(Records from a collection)
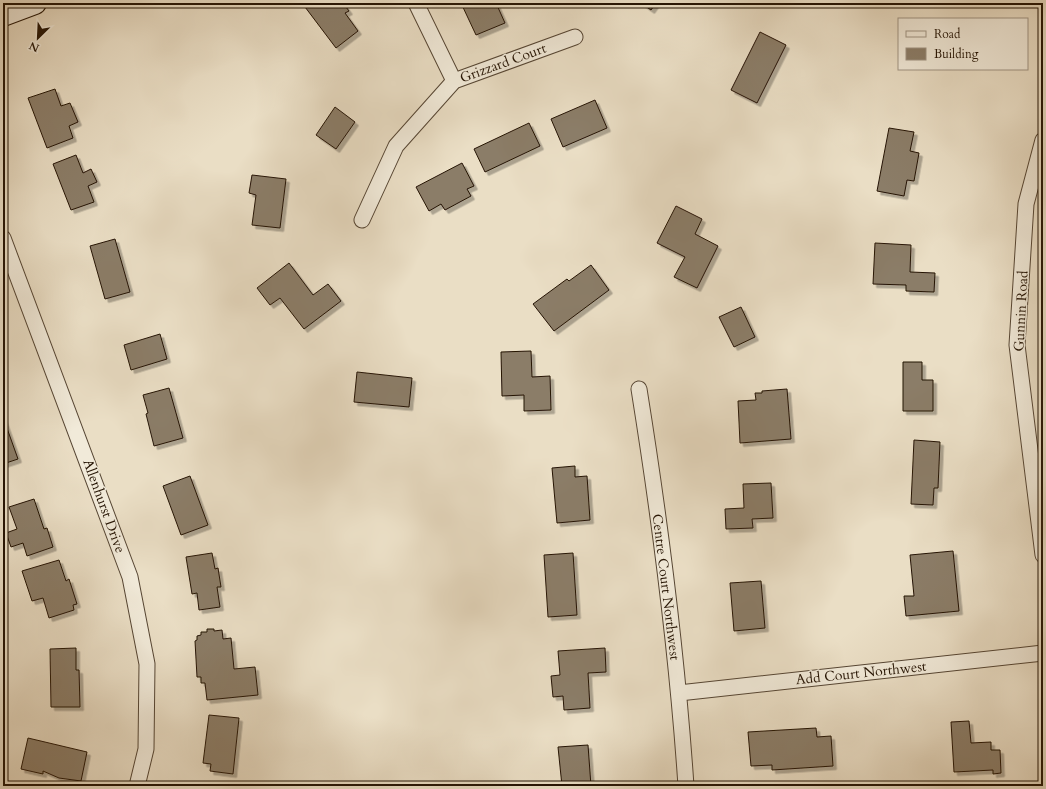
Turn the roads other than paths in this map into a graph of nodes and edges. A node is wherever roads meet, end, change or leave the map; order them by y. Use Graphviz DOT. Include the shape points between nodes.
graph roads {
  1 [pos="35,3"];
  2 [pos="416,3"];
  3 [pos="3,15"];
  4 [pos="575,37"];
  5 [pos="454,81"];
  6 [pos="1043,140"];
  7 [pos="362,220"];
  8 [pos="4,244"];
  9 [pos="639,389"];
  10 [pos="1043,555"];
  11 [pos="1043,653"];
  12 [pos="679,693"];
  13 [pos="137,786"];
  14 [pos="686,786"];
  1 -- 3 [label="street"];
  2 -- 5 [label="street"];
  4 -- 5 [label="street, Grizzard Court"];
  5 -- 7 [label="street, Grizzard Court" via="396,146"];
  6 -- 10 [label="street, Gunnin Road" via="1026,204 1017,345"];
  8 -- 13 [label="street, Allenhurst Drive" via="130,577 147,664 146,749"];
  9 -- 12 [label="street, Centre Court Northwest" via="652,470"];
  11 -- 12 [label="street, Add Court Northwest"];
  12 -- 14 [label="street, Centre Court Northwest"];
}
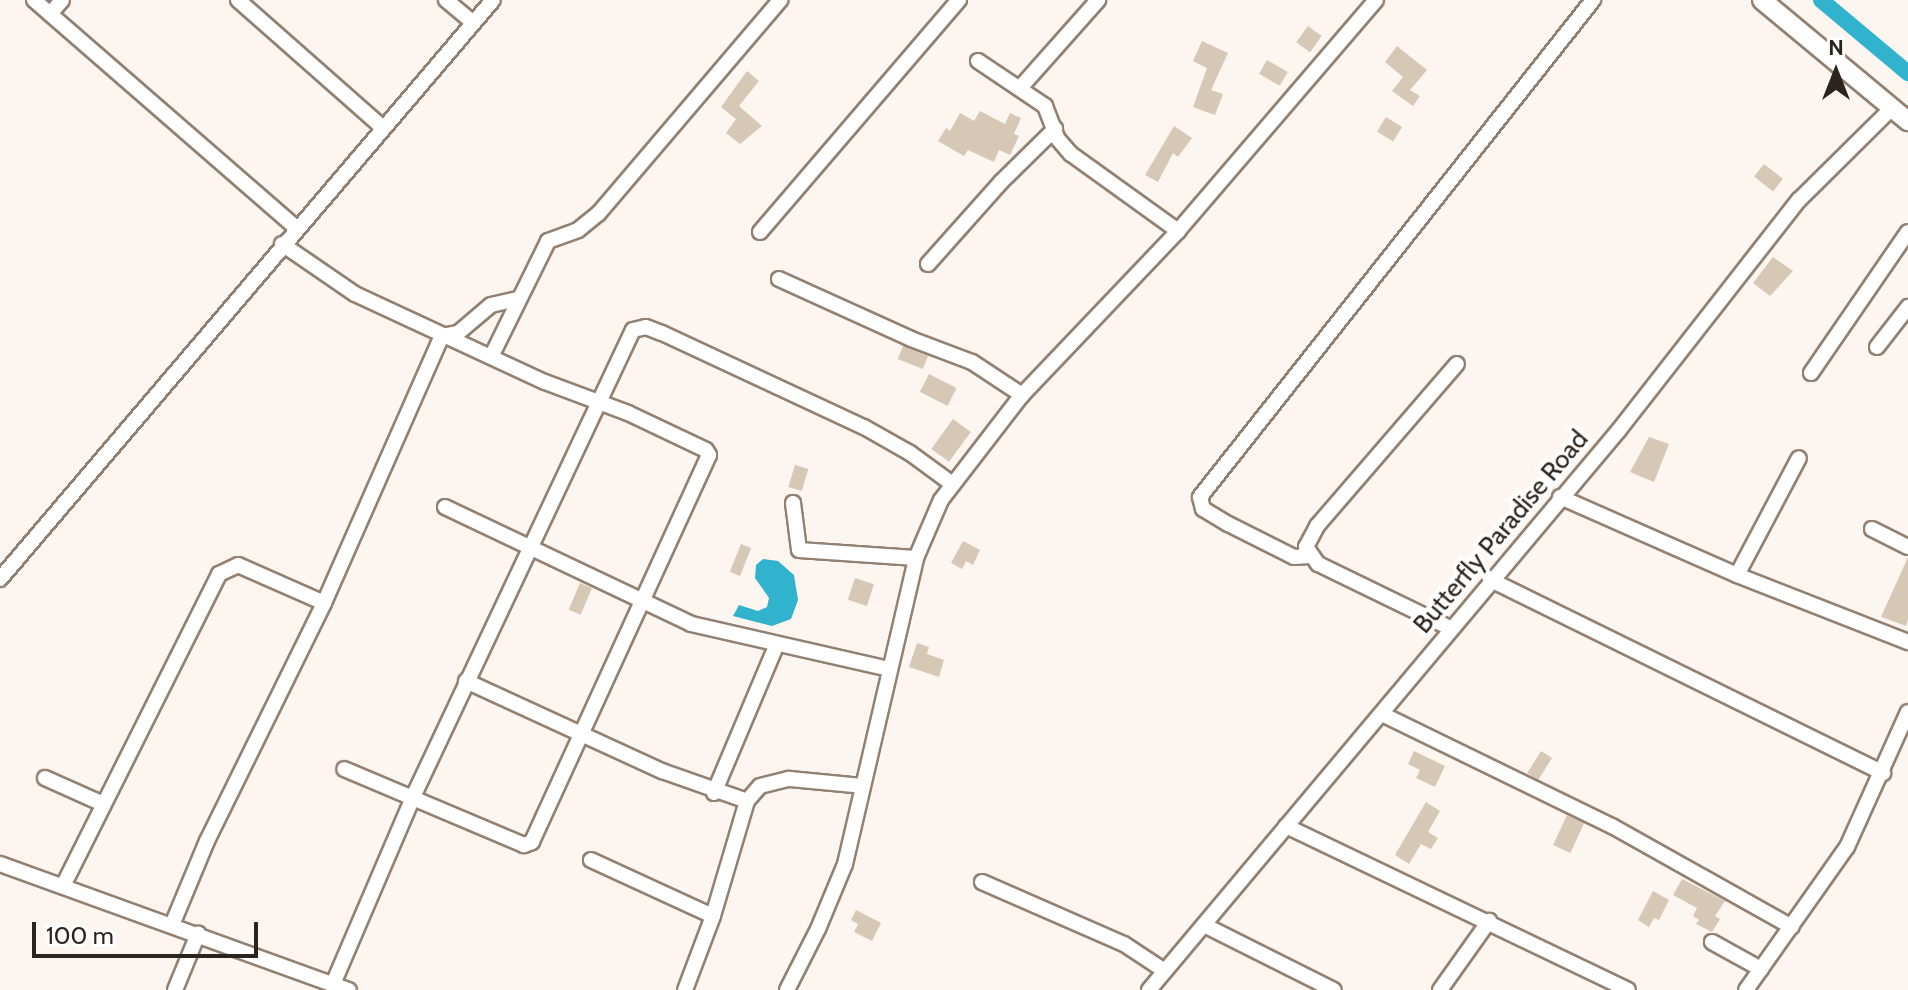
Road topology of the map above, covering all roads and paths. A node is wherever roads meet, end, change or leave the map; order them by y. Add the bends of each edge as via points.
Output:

==

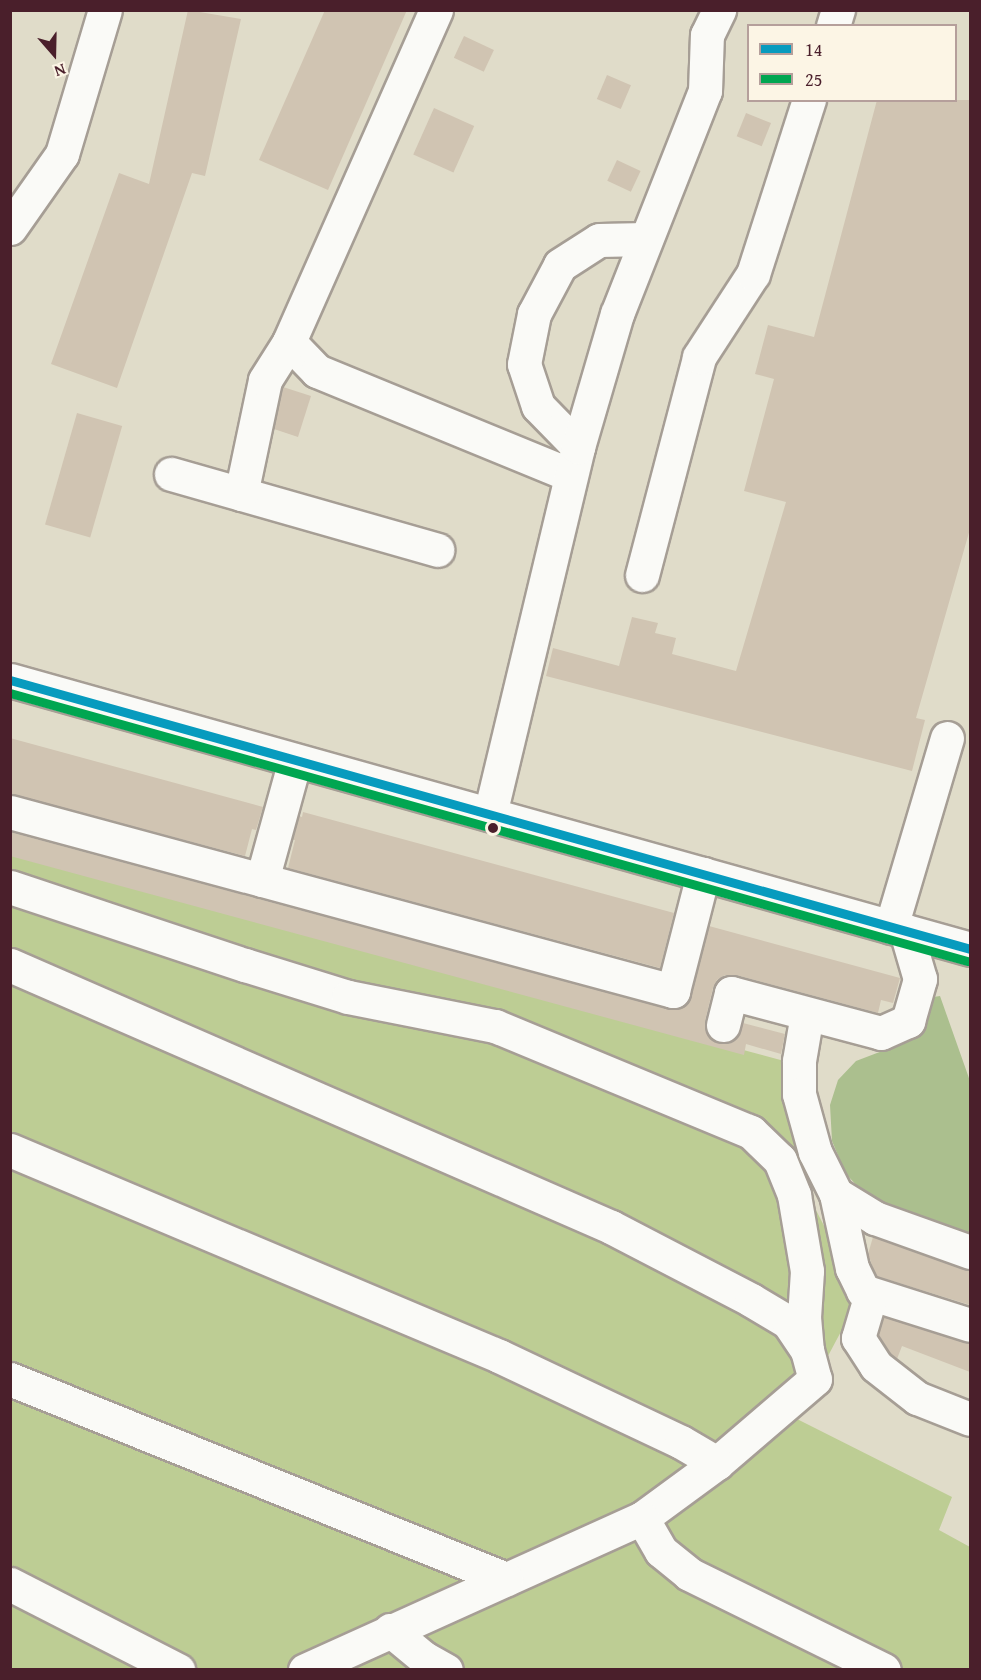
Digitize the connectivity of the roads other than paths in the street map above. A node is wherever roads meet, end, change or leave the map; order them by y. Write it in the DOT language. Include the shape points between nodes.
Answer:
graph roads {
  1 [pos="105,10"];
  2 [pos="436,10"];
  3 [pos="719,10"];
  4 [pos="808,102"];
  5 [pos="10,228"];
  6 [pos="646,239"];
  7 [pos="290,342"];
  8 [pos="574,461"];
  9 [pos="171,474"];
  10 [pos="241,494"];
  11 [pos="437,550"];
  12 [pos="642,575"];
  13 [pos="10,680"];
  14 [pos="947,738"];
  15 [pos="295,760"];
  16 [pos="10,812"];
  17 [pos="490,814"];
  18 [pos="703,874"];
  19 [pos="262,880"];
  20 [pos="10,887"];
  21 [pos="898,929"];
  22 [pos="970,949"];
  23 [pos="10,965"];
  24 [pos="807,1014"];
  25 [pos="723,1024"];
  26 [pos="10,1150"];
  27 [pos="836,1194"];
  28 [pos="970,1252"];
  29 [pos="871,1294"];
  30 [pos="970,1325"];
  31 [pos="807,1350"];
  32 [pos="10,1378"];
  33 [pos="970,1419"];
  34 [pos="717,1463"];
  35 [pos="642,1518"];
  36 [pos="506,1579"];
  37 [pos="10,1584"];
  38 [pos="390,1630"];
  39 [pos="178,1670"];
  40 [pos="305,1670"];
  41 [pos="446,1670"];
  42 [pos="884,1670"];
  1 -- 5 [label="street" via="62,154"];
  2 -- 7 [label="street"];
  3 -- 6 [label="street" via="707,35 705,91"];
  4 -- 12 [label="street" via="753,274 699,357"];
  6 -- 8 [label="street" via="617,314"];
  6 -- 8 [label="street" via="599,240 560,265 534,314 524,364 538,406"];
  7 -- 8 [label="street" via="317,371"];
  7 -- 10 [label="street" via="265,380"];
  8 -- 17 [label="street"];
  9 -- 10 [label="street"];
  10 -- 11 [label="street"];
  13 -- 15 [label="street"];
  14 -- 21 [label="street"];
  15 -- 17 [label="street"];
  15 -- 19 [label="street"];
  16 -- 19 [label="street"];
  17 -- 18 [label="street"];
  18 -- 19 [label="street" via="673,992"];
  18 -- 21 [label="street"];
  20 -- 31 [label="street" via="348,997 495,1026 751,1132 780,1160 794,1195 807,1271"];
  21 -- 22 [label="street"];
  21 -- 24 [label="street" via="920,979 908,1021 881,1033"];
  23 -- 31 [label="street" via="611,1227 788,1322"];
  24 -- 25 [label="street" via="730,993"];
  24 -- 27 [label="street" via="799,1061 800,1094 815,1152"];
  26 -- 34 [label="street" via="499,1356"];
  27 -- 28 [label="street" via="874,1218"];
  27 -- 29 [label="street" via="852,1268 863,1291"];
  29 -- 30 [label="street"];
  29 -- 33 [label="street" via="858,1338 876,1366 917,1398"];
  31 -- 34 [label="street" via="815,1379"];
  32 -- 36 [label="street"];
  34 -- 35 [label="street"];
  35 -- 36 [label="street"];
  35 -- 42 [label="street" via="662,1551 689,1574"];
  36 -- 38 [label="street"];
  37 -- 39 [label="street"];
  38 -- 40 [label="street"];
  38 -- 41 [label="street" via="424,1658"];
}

* [The problem]:
Across the records, count each line that holds the string "above". Respond with the number only.

* [Written answer]:
2